From a public health perspective, the impact of FASD on the individual as well as society is significant. A systematic review of co-occurring comorbidities associated with FASD found an association with 428 conditions included in the International Classification of Disease (ICD-10). Physical conditions were among the most common conditions, including congenital malformations, but also behavioural or mental disorders (alcohol or drug abuse) Individuals with FASD require additional support throughout life, which creates high costs to society. The high number of co-existing conditions within the spectrum are all likely to increase costs in relation to health care and need for educational support (Popova et al., 2016). Estimates from Canada indicated that between 2008 and 2009, the direct costs on the healthcare system related only to the FAS diagnosis was $6.7 million (around £4.7 million) (Popova et al., 2012). However, there are also costs associated within the justice and correctional system, where individuals within the FASD spectrum are overrepresented (Popova et al., 2015).
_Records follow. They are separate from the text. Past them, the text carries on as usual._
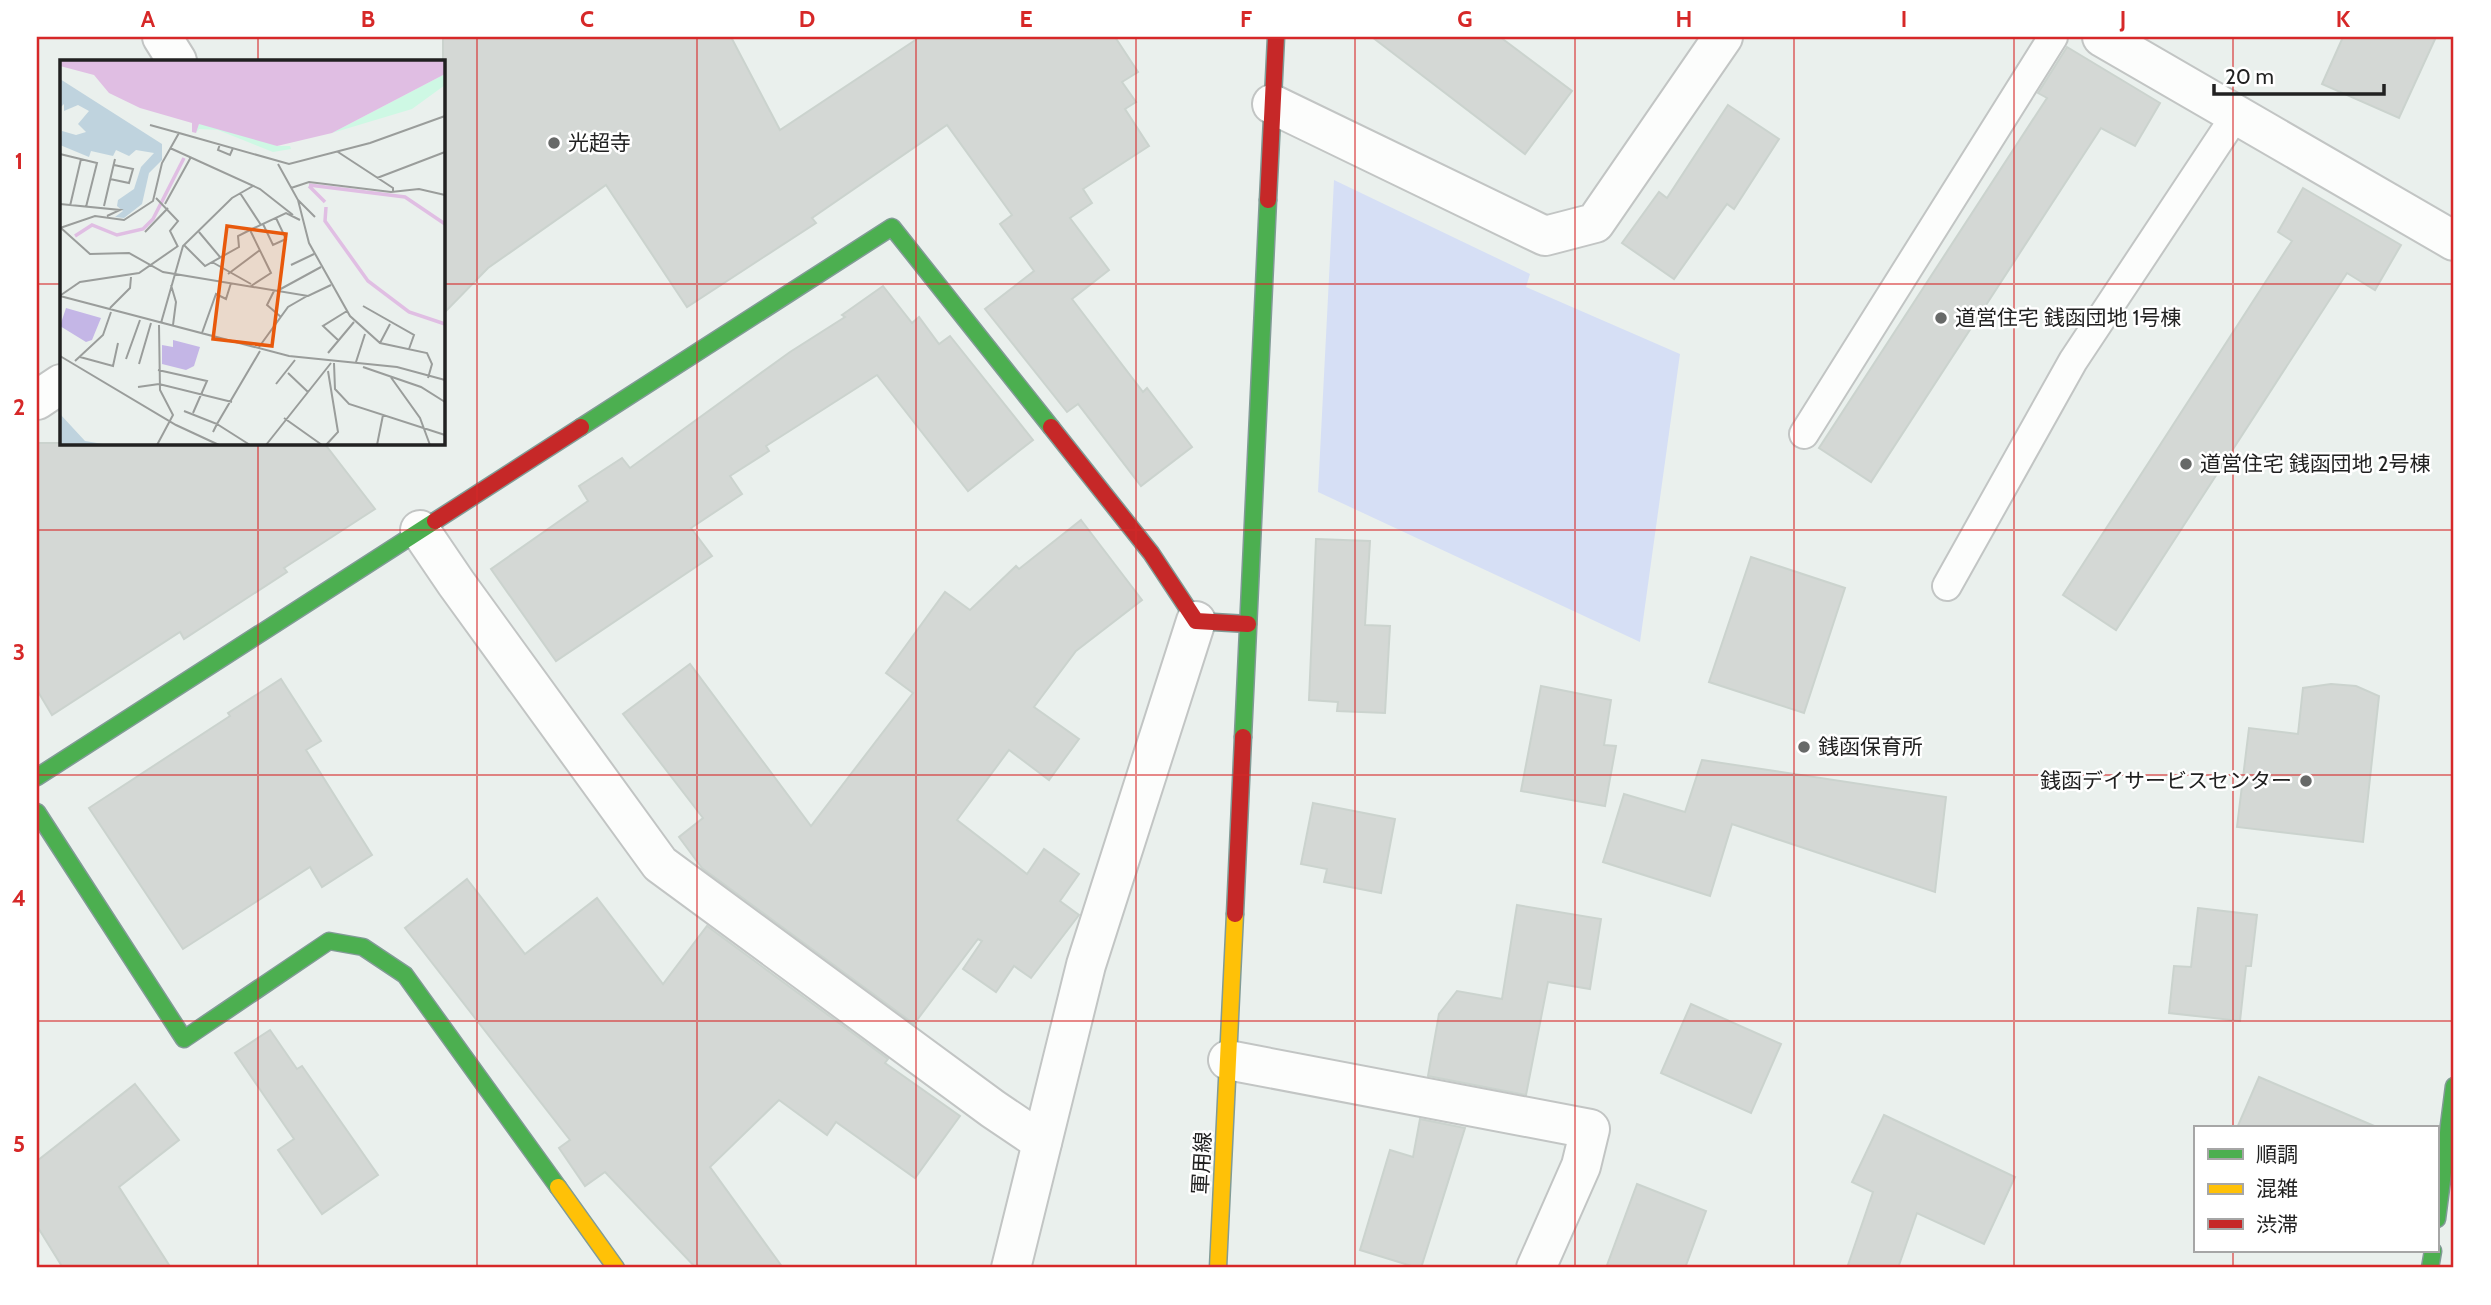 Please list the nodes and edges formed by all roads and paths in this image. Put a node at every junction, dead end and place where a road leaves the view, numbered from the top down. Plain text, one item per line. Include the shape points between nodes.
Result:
1 (162, 37) edge
2 (1276, 37) edge
3 (1723, 37) edge
4 (2053, 37) edge
5 (2102, 37) edge
6 (176, 60) edge
7 (1272, 104) junction
8 (2236, 115) junction
9 (2454, 241) edge
10 (60, 385) edge
11 (37, 400) edge
12 (1804, 434) dead end
13 (420, 530) junction
14 (1947, 586) dead end
15 (1196, 621) junction
16 (1248, 624) junction
17 (37, 777) edge
18 (37, 812) edge
19 (1228, 1060) junction
20 (2454, 1086) edge
21 (1042, 1142) junction
22 (2438, 1211) edge
23 (616, 1268) edge
24 (1010, 1268) edge
25 (1218, 1268) edge
26 (1536, 1268) edge

1 - 6 street
2 - 7 main road, 軍用線
3 - 7 street via 1595,223 1545,236
4 - 12 lane
5 - 8 street
7 - 16 main road, 軍用線
8 - 9 street
8 - 14 lane via 2073,361
10 - 11 street
13 - 15 main road via 892,227 1151,553
13 - 17 main road
13 - 21 street via 660,864
15 - 16 main road
15 - 21 street via 1086,965
16 - 19 main road, 軍用線
18 - 23 main road via 184,1039 329,941 363,947 405,975
19 - 25 main road, 軍用線
19 - 26 street via 1590,1129 1581,1166
20 - 22 main road
21 - 24 street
While the true prevalence of FASD is not known, it is clear that this complex condition contributes to the burden of disease and more importantly creates issues for individuals throughout the life course. The wide range of health problems associated with FASD, as well as the high costs for society, emphasises the need for prevention. In addition, the issue of underreporting creates a clear need for better diagnostic services and consistent indicators.